Proper use of UM should allow this. Here is a fully worked example. The only thing I have done is mechanically convert your malloc operations in host code to equivalent cudaMallocManaged operations.
$ cat t1389.cu
#include <algorithm>
#include <stdio.h>
typedef struct node{
int* pos;
int nPos;
}Node;
typedef struct Graph{
Node * nodes;
int nNode;
}Graph;
#define gpuErrchk(ans) { gpuAssert((ans), __FILE__, __LINE__); }
inline void gpuAssert(cudaError_t code, const char *file, int line, bool abort = true)
{
if (code != cudaSuccess)
{
fprintf(stderr, "GPUassert: %s %s %d\n", cudaGetErrorString(code), file, line);
if (abort) exit(code);
}
}
__global__ void testKernel(const Graph graph, int * d_res){
d_res[0] = graph.nNode;
d_res[0]=graph.nodes[0].nPos; // Not working
};
int main(void){
// fake data, this comes from another process
Graph graph;
cudaMallocManaged(&(graph.nodes), 2*sizeof(Node));
graph.nNode = 2;
for (int i = 0; i < 2; i++){
// They can have different sizes in the original code
cudaMallocManaged(&(graph.nodes[i].pos), 3 * sizeof(int));
graph.nodes[i].pos[0] = 0;
graph.nodes[i].pos[1] = 1;
graph.nodes[i].pos[2] = 2;
graph.nodes[i].nPos = 3;
}
printf("%d\n", graph.nNode); // Change to the kernel variable for comparison
int * d_res, *h_res;
cudaMalloc((void **)&d_res, sizeof(int));
h_res = (int*)malloc(sizeof(int));
testKernel << <1, 1 >> >(graph, d_res);
gpuErrchk(cudaPeekAtLastError());
gpuErrchk(cudaMemcpy(h_res, d_res, sizeof(int), cudaMemcpyDeviceToHost));
printf("%d", h_res[0]);
return 0;
}
$ nvcc t1389.cu -o t1389
$ cuda-memcheck ./t1389
========= CUDA-MEMCHECK
2
3========= ERROR SUMMARY: 0 errors
$
UM has a number of system requirements that are documented. I'm not going to try to recite them all here. Primarily you need a cc3.0 or higher GPU. Your MCVE did not include any standard error checking, and I didn't try to add it. But if you still have problems with this code, be sure to use proper CUDA error checking and run it with cuda-memcheck.
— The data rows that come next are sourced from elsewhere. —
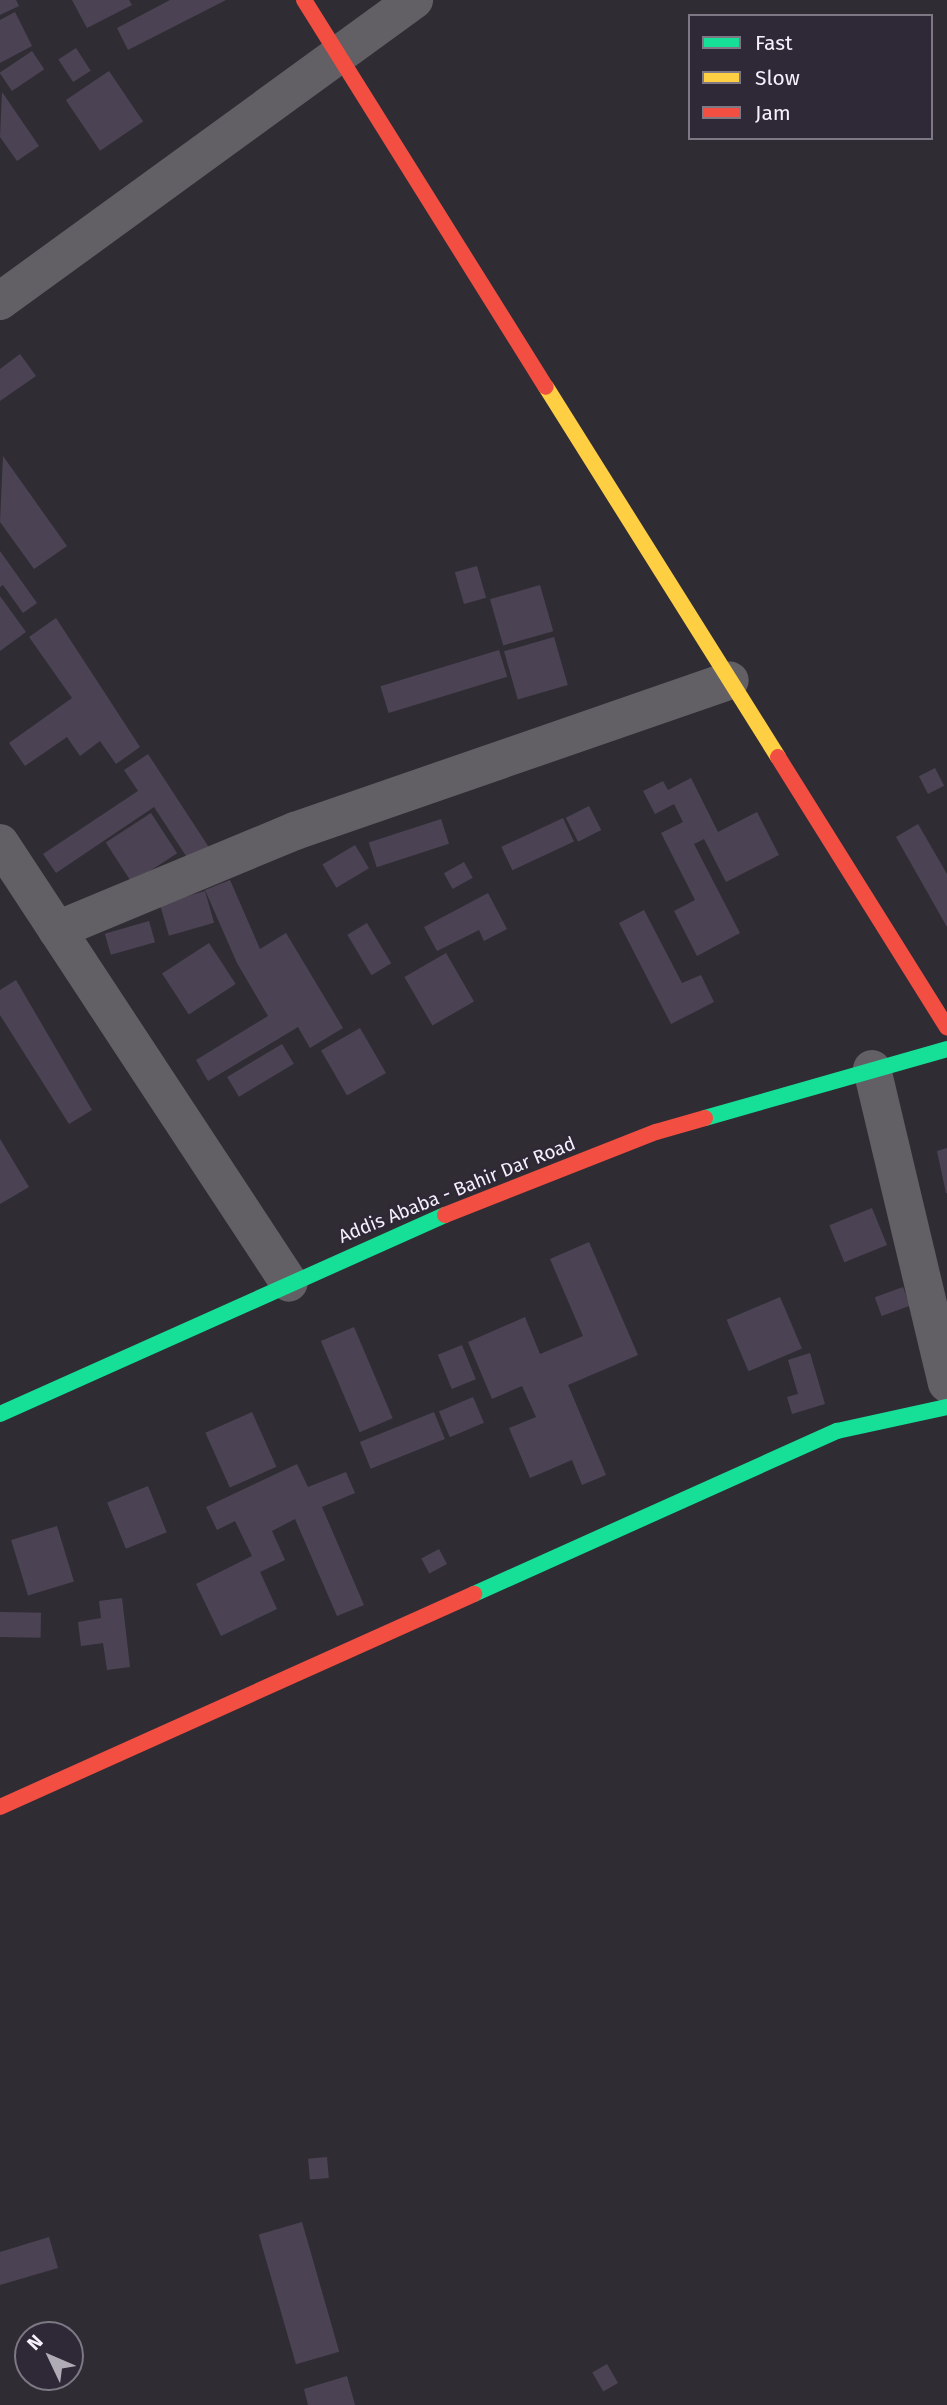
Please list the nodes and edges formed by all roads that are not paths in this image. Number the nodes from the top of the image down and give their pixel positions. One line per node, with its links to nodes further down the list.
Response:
1 (303, 0): 3 (main road)
2 (414, 0): 3 (street)
3 (338, 54): 4 (street); 5 (main road)
4 (0, 301)
5 (730, 680): 7 (street); 8 (main road)
6 (0, 843): 7 (street)
7 (57, 930): 11 (street)
8 (947, 1027)
9 (947, 1049): 10 (main road, Addis Ababa - Bahir Dar Road)
10 (872, 1069): 11 (main road, Addis Ababa - Bahir Dar Road); 12 (street)
11 (289, 1283): 14 (main road, Addis Ababa - Bahir Dar Road)
12 (947, 1383)
13 (947, 1407): 15 (main road)
14 (0, 1414)
15 (0, 1807)

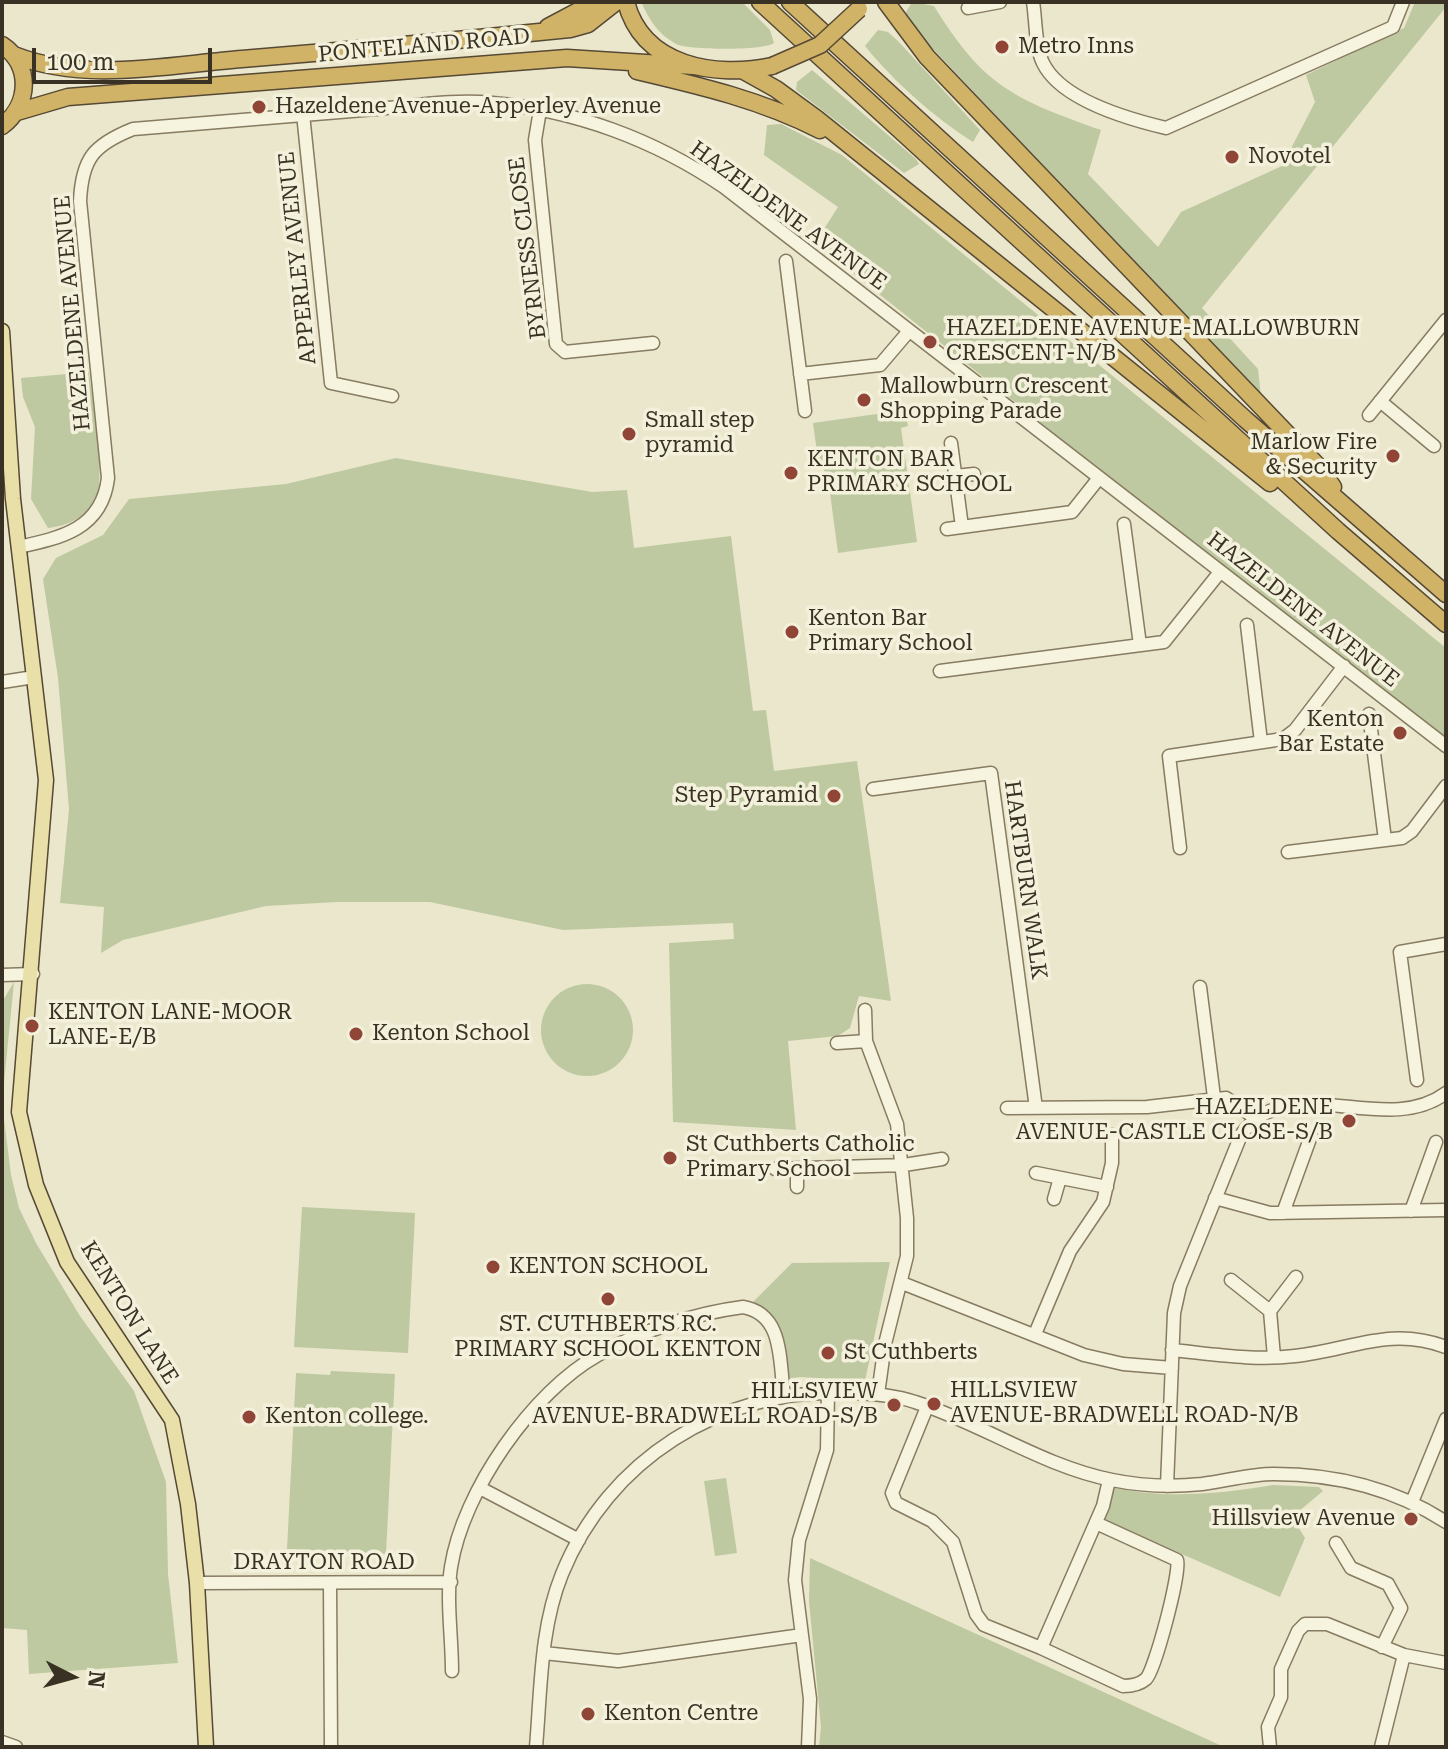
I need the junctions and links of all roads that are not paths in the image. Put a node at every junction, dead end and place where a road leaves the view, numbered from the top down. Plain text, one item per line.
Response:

If your entire data structure, including embedded pointers, is allocated using ordinary host allocators, and you have no control over that, then you won't be able to use it directly in a UM regime, without doing some sort of involved copying. The exception here would be on an IBM Power9 system as mentioned in section K.1.6 of the above linked programming guide section.
Before attempting to use a host allocator (e.g. malloc) with UM, you should first test the pageableMemoryAccessUsesHostPageTables property, as mentioned in that section.
That property currently won't be set on any system except a properly configured IBM Power9 system. No x86 system currently has this property set/available.